You mentioned previously that the server logs the position of node placements (and removals), but not the orientation/metadata. For now, let's assume a theoretical scenario where the server logs encompass everything back to the beginning of time and everything else works out as expected (obviously not the case):
- Replay the node placement and removal logs against a freshy-generated copy of the map (this will be generated as required to save disk space i.e. a block will only be generated when it is referenced in the log). The resulting map will contain all the correct nodes in the correct positions but with the wrong orientations. Let's call this map A.
- For each block in the backup, attempt to find its position by matching it against map A, by comparing only the node strings and ignoring the node metadata. Let's call this map B.
Now, in an ideal world, map B should be more-or-less 100% accurate (there may be some ambiguities in the case of blocks with identical nodes but different metadata and human verification may be required for these blocks). Any blocks that weren't matched against map A are most likely unmodified and weren't generated in map A and can therefore be discarded.
Because this isn't an ideal world, it obviously won't work out that perfectly.
But by using a closest-match algorithm rather than an exact-match algorithm in the second step, a fairly complete map should be constructed (more accurate/complete than the result from my previous post, with less processing and simpler steps required).

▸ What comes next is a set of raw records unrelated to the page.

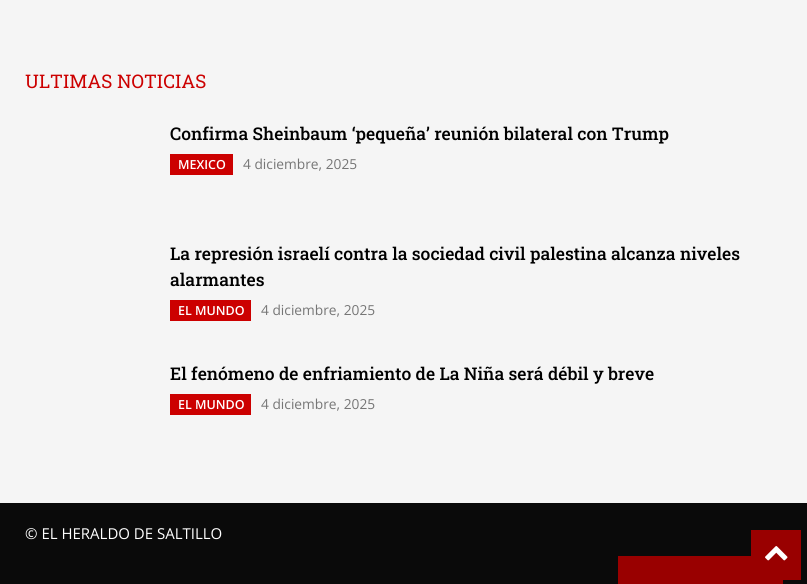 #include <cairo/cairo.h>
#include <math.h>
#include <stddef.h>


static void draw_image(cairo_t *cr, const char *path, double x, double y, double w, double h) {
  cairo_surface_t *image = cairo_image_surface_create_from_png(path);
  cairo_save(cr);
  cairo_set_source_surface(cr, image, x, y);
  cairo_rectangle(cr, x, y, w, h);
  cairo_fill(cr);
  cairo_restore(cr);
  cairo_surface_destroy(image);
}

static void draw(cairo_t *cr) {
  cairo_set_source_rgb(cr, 245 / 255.0, 245 / 255.0, 245 / 255.0);
  cairo_paint(cr);
  cairo_set_source_rgb(cr, 204 / 255.0, 0, 0);
  cairo_rectangle(cr, 170, 154, 63, 21);
  cairo_fill(cr);
  cairo_rectangle(cr, 170, 300, 81, 21);
  cairo_fill(cr);
  cairo_rectangle(cr, 170, 394, 81, 21);
  cairo_fill(cr);
  cairo_set_source_rgb(cr, 10 / 255.0, 10 / 255.0, 10 / 255.0);
  cairo_rectangle(cr, 0, 503, 807, 81);
  cairo_fill(cr);
  cairo_set_source_rgb(cr, 153 / 255.0, 0, 0);
  cairo_rectangle(cr, 618, 556, 165, 28);
  cairo_fill(cr);
  cairo_rectangle(cr, 751, 530, 50, 50);
  cairo_fill(cr);
  draw_image(cr, "images/1.png", 765, 546, 23, 15);
  cairo_select_font_face(cr, "Roboto Slab", CAIRO_FONT_SLANT_NORMAL, CAIRO_FONT_WEIGHT_NORMAL);
  cairo_set_font_size(cr, 18.75);
  cairo_set_source_rgb(cr, 204 / 255.0, 0, 0);
  cairo_move_to(cr, 25, 88);
  cairo_show_text(cr, "ULTIMAS NOTICIAS");
  cairo_select_font_face(cr, "Roboto Slab Medium", CAIRO_FONT_SLANT_NORMAL, CAIRO_FONT_WEIGHT_NORMAL);
  cairo_set_font_size(cr, 17.5);
  cairo_set_source_rgb(cr, 0, 0, 0);
  cairo_move_to(cr, 170, 140);
  cairo_show_text(cr, "Confirma Sheinbaum ‘pequeña’ reunión bilateral con Trump");
  cairo_select_font_face(cr, "Open Sans SemiBold", CAIRO_FONT_SLANT_NORMAL, CAIRO_FONT_WEIGHT_NORMAL);
  cairo_set_font_size(cr, 12.5);
  cairo_set_source_rgb(cr, 1, 1, 1);
  cairo_move_to(cr, 178, 169);
  cairo_show_text(cr, "MEXICO");
  cairo_select_font_face(cr, "Open Sans", CAIRO_FONT_SLANT_NORMAL, CAIRO_FONT_WEIGHT_NORMAL);
  cairo_set_font_size(cr, 13.75);
  cairo_set_source_rgb(cr, 118 / 255.0, 118 / 255.0, 118 / 255.0);
  cairo_move_to(cr, 243, 169);
  cairo_show_text(cr, "4 diciembre, 2025");
  cairo_select_font_face(cr, "Roboto Slab Medium", CAIRO_FONT_SLANT_NORMAL, CAIRO_FONT_WEIGHT_NORMAL);
  cairo_set_font_size(cr, 17.5);
  cairo_set_source_rgb(cr, 0, 0, 0);
  cairo_move_to(cr, 170, 260);
  cairo_show_text(cr, "La represión israelí contra la sociedad civil palestina alcanza niveles");
  cairo_move_to(cr, 170, 286);
  cairo_show_text(cr, "alarmantes");
  cairo_select_font_face(cr, "Open Sans SemiBold", CAIRO_FONT_SLANT_NORMAL, CAIRO_FONT_WEIGHT_NORMAL);
  cairo_set_font_size(cr, 12.5);
  cairo_set_source_rgb(cr, 1, 1, 1);
  cairo_move_to(cr, 178, 315);
  cairo_show_text(cr, "EL MUNDO");
  cairo_select_font_face(cr, "Open Sans", CAIRO_FONT_SLANT_NORMAL, CAIRO_FONT_WEIGHT_NORMAL);
  cairo_set_font_size(cr, 13.75);
  cairo_set_source_rgb(cr, 118 / 255.0, 118 / 255.0, 118 / 255.0);
  cairo_move_to(cr, 261, 315);
  cairo_show_text(cr, "4 diciembre, 2025");
  cairo_select_font_face(cr, "Roboto Slab Medium", CAIRO_FONT_SLANT_NORMAL, CAIRO_FONT_WEIGHT_NORMAL);
  cairo_set_font_size(cr, 17.5);
  cairo_set_source_rgb(cr, 0, 0, 0);
  cairo_move_to(cr, 170, 380);
  cairo_show_text(cr, "El fenómeno de enfriamiento de La Niña será débil y breve");
  cairo_select_font_face(cr, "Open Sans SemiBold", CAIRO_FONT_SLANT_NORMAL, CAIRO_FONT_WEIGHT_NORMAL);
  cairo_set_font_size(cr, 12.5);
  cairo_set_source_rgb(cr, 1, 1, 1);
  cairo_move_to(cr, 178, 409);
  cairo_show_text(cr, "EL MUNDO");
  cairo_select_font_face(cr, "Open Sans", CAIRO_FONT_SLANT_NORMAL, CAIRO_FONT_WEIGHT_NORMAL);
  cairo_set_font_size(cr, 13.75);
  cairo_set_source_rgb(cr, 118 / 255.0, 118 / 255.0, 118 / 255.0);
  cairo_move_to(cr, 261, 409);
  cairo_show_text(cr, "4 diciembre, 2025");
  cairo_set_font_size(cr, 15);
  cairo_set_source_rgb(cr, 1, 1, 1);
  cairo_move_to(cr, 25, 539);
  cairo_show_text(cr, "© EL HERALDO DE SALTILLO");
}

int main(void) {
  cairo_surface_t *surface = cairo_image_surface_create(CAIRO_FORMAT_RGB24, 807, 584);
  cairo_t *cr = cairo_create(surface);
  cairo_font_options_t *options = cairo_font_options_create();
  cairo_font_options_set_hint_metrics(options, CAIRO_HINT_METRICS_OFF);
  cairo_font_options_set_hint_style(options, CAIRO_HINT_STYLE_NONE);
  cairo_set_font_options(cr, options);
  cairo_set_miter_limit(cr, 4);
  draw(cr);
  cairo_surface_write_to_png(surface, "out.png");
  cairo_font_options_destroy(options);
  cairo_destroy(cr);
  cairo_surface_destroy(surface);
  return 0;
}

Using a closest-match algorithm increases the average time taken to match one block but is possibly still feasible with some optimisations (multi-threading, processing blocks in batches to reduce the number of required database reads, etc.).
The downside is, it won't work with blocks that have been heavily-modified and aren't captured in the server logs. It also won't properly match blocks that have been heavily modified with falling nodes (sand and gravel falling is not logged), buckets (empty bucket use is logged, lava and water bucket placement is not, and lava cooling is not), TNT (TNT placement and explosion is logged, but not the exact nodes which were affected), saplings (sapling placement and growth is logged, but not the exact nodes which were affected), and countless other things that I don't feel like trying to guess right now (I could probably create an exhaustive list if I had to).
But maybe this could be considered as a technique to use alongside whatever other techniques can be found. I'd happily try this myself if I had the disk space and especially the internet (I could probably gather up the disk space but our internet is limited to 10 G/month). I could run it on one of ExeterDad's computers/servers but that would require him trusting me to not screw him over...